**TASK**
Search each line below for the word "edges" and list those that contain it.

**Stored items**
================================
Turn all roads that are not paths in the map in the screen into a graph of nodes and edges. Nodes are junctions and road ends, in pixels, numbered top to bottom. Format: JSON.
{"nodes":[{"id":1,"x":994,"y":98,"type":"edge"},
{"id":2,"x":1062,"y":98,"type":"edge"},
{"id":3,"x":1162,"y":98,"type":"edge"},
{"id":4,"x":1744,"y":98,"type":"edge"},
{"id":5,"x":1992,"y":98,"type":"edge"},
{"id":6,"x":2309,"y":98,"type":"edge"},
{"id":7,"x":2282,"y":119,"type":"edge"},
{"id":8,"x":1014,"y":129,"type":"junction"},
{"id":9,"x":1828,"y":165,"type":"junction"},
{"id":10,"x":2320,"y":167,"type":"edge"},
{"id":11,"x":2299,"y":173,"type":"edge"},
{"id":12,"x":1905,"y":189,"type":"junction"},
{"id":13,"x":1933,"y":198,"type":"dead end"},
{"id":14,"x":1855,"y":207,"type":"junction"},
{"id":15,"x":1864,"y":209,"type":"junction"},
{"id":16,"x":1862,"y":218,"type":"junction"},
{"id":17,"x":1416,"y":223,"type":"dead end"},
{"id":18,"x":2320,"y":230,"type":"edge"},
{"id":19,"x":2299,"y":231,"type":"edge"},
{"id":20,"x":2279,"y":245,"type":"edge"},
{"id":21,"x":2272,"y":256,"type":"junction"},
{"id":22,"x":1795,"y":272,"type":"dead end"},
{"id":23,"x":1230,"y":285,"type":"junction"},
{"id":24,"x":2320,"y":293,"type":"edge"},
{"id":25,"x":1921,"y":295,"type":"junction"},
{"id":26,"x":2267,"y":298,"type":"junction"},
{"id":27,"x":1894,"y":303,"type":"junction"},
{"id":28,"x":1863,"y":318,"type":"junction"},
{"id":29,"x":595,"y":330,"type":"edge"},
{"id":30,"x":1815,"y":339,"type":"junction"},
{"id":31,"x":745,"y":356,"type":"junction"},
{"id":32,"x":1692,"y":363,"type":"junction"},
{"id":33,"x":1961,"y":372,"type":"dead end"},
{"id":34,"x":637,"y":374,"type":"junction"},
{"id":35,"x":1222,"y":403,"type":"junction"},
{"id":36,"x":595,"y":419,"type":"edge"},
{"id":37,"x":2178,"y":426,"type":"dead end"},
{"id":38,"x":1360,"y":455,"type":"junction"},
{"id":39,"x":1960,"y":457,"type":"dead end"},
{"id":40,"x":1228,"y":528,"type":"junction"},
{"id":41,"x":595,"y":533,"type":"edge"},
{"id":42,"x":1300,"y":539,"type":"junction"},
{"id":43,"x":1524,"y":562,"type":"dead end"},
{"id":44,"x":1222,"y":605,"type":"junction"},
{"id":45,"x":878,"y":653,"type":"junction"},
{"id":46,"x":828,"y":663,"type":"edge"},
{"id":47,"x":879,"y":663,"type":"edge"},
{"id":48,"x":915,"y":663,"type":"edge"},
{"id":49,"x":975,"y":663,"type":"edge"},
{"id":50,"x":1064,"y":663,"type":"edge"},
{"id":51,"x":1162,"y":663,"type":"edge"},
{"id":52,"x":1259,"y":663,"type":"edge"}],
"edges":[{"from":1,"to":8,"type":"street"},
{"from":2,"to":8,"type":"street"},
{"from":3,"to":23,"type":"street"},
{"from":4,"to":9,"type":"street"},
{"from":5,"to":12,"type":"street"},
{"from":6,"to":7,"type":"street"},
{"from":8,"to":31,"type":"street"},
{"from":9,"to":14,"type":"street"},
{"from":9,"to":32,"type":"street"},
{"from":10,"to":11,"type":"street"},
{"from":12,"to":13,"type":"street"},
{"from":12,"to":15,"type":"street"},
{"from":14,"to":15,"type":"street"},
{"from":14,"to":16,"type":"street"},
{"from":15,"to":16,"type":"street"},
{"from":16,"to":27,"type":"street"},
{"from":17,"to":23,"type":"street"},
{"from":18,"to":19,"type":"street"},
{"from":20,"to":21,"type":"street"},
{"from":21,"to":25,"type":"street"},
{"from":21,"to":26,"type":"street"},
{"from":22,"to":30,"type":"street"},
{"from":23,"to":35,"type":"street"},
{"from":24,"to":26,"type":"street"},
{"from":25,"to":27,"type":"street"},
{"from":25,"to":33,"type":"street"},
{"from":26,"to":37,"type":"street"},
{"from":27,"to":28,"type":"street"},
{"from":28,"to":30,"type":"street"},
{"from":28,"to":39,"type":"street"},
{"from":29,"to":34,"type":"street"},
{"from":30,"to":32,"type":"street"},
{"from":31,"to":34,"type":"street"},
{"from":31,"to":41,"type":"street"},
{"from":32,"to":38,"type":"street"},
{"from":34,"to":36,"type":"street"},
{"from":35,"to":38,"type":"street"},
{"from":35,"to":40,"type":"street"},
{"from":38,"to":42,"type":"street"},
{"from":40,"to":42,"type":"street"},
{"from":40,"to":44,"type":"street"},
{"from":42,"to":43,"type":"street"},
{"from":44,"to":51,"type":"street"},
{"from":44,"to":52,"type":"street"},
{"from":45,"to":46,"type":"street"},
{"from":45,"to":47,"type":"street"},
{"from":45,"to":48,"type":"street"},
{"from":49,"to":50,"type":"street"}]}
================================
**THE COMPLETED TASK**
Turn all roads that are not paths in the map in the screen into a graph of nodes and edges. Nodes are junctions and road ends, in pixels, numbered top to bottom. Format: JSON.
"edges":[{"from":1,"to":8,"type":"street"},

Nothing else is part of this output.